Détruire l’ivoire comme la cocaïne en l’Amérique latine

Les fortes sommes en jeu permettent de financer le trafic mais aussi d’acheter des consciences, a souligné M. Drews. « Le braconnage existe en Afrique centrale parce qu’ici, c’est un business à faible risque et haute rentabilité. Il y a des faiblesses dans la répression », a-t-il souligné.

« Une des raisons de brûler l’ivoire est aussi d’éviter qu’il ne +s’échappe+ des endroits de stockage vers le marché noir », a expliqué le responsable de WWF. « Nous détruisons l’ivoire comme on détruit la cocaïne en Amérique latine », a-t-il ajouté, plaidant pour des sanctions fortes contre les braconniers.

Au Gabon, certains estiment qu’il aurait mieux valu vendre l’ivoire pour financer des projets de conservation. Mais, pour Luc Mathot, de l’ONG Conservation Justice, « si on vend cet ivoire, il y a ensuite une confusion entre l’ivoire légal et illégal. Ca alimente le marché ».

Le président gabonais Ali Bongo a justifié la décision de brûler l’ivoire en mettant l’accent sur l’avenir: « L’éléphant vivant vous rapporte plus que mort.

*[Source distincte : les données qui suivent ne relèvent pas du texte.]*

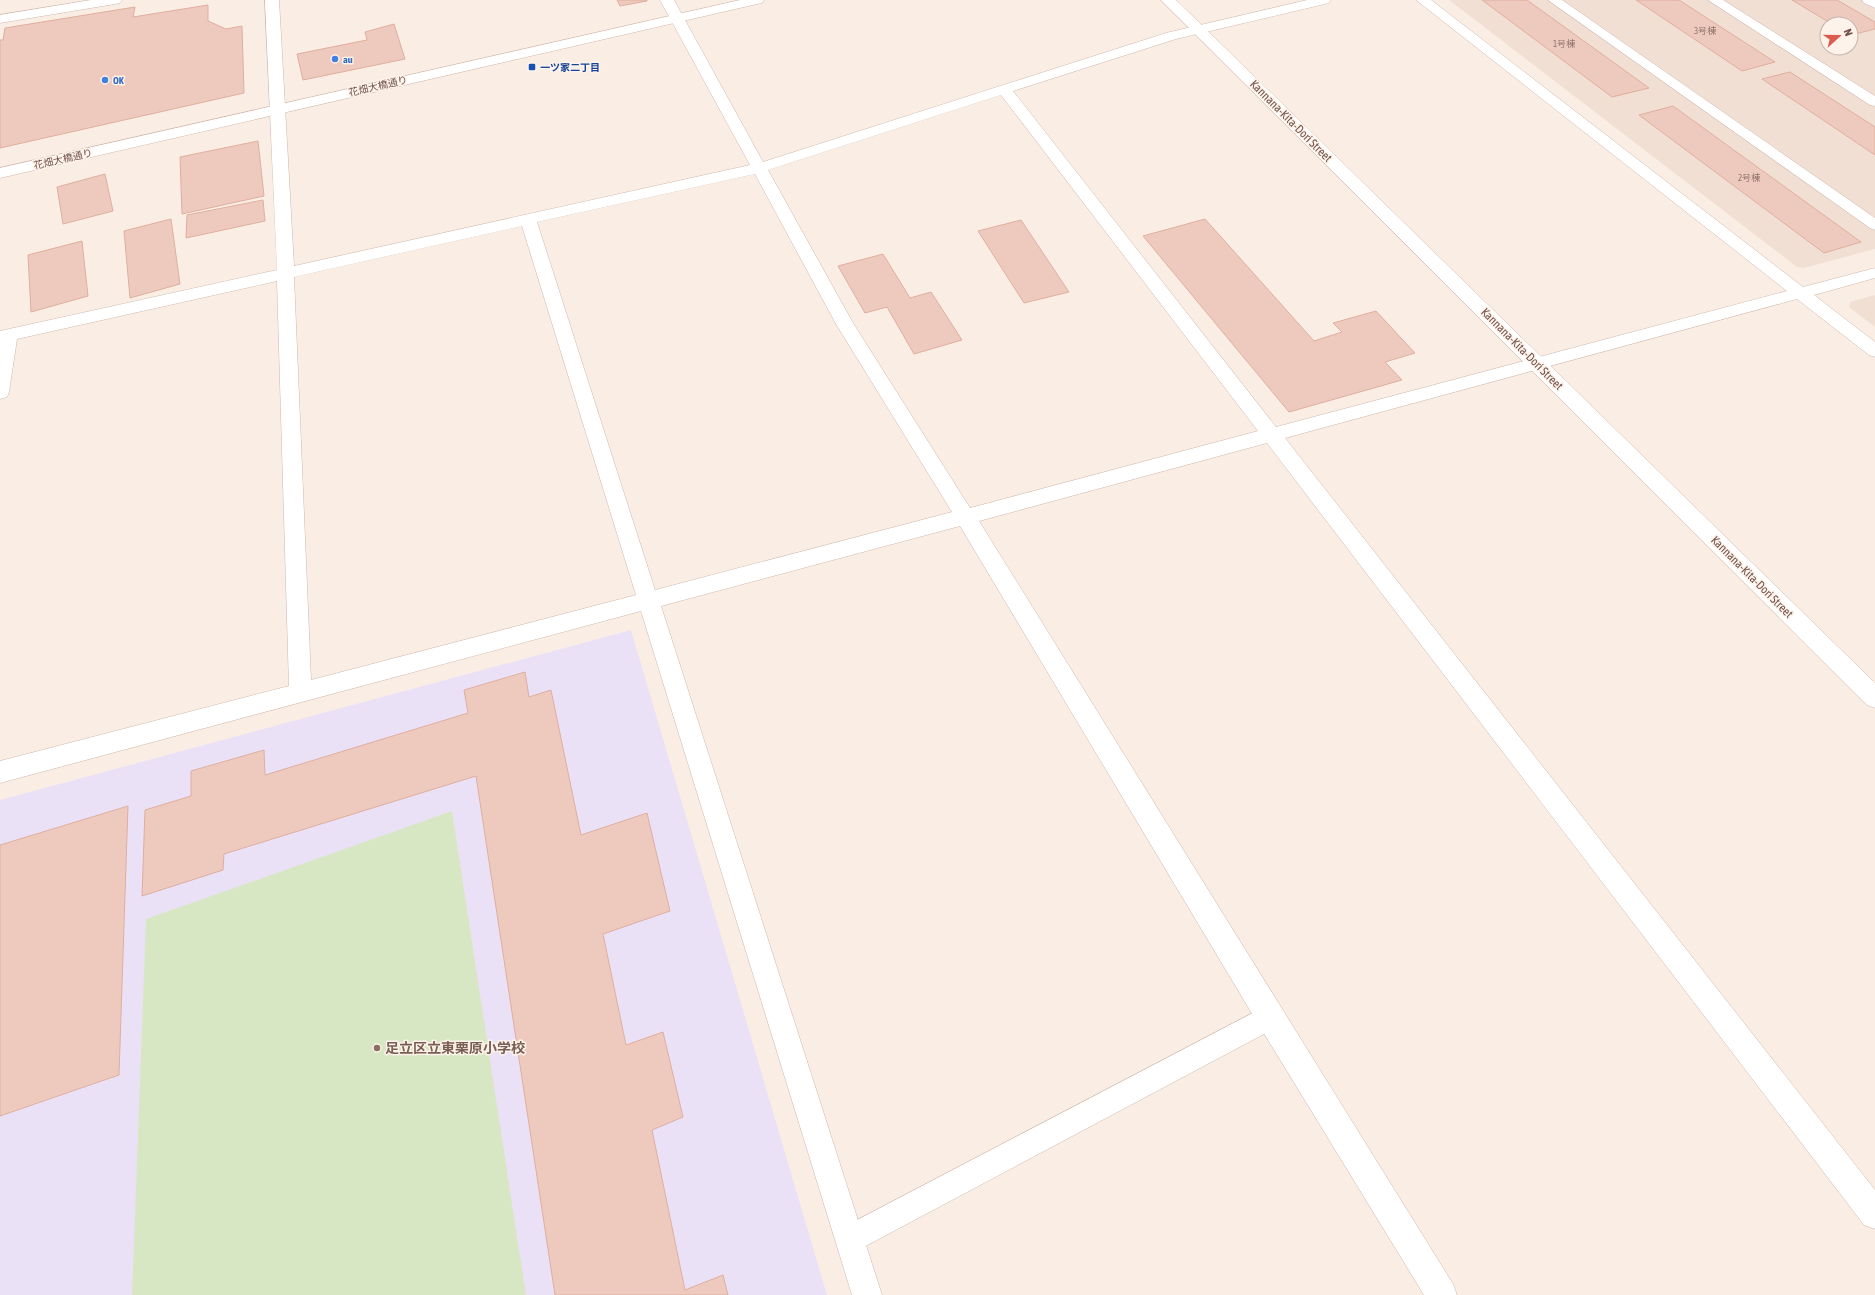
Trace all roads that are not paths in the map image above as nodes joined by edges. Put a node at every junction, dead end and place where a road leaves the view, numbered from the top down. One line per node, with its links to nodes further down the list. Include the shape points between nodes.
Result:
1 (115, 0): 10 (street)
2 (272, 0): 17 (street)
3 (757, 0): 12 (street, 花畑大橋通り)
4 (1168, 0): 14 (street, Kannana-Kita-Dori Street)
5 (1324, 0): 14 (street)
6 (1423, 0): 24 (street)
7 (1554, 0): 21 (lane)
8 (1714, 0): 16 (lane)
9 (1868, 0): 11 (lane)
10 (68, 4): 13 (street)
11 (1875, 4)
12 (672, 9): 17 (street, 花畑大橋通り); 18 (street)
13 (0, 19)
14 (1197, 29): 15 (street); 27 (street, Kannana-Kita-Dori Street)
15 (1004, 89): 18 (street); 29 (street)
16 (1875, 102)
17 (277, 109): 19 (street, 花畑大橋通り); 22 (street)
18 (759, 168): 20 (street); 30 (street, via 845,324)
19 (0, 173)
20 (528, 219): 22 (street); 31 (street)
21 (1875, 225)
22 (285, 273): 25 (street); 32 (street)
23 (1875, 273): 24 (street)
24 (1801, 293): 26 (street); 27 (street)
25 (5, 336): 28 (street)
26 (1875, 351)
27 (1536, 364): 29 (street); 33 (street, Kannana-Kita-Dori Street)
28 (0, 392)
29 (1270, 434): 30 (street); 36 (street)
30 (964, 516): 31 (street); 35 (street)
31 (648, 599): 32 (street); 37 (street)
32 (300, 692): 34 (street)
33 (1875, 698)
34 (0, 772)
35 (1270, 1017): 37 (lane); 39 (street)
36 (1875, 1214)
37 (850, 1239): 38 (street)
38 (867, 1295)
39 (1442, 1295)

En termes économiques, le développement du tourisme, qui va être important au Gabon, demande que nous puissions préserver notre faune et notre flore », a-t-il déclaré.

« Ce que nous sommes en train de faire, en dehors de la valeur symbolique, a une réelle valeur de préservation économique », a ajouté M. Bongo. « Il faut traduire le capital naturel en termes de revenus et le transmettre à nos futures générations », a-t-il souligné.

Le président gabonais a promis d’étudier avec le ministère de la Justice un durcissement des peines contre le braconnage et rappelé la création d’une « brigade spécialisée ».

Il a appelé la communauté internationale à « faire pression sur les pays qui continuent le commerce » pour, a-t-il dit, « qu’ils comprennent que ce qui est en train de se passer est dangereux pour nous, pays d’origines ».

« A partir du moment où il n’y a pas de demande, l’offre disparaîtra », a estimé M. Bongo.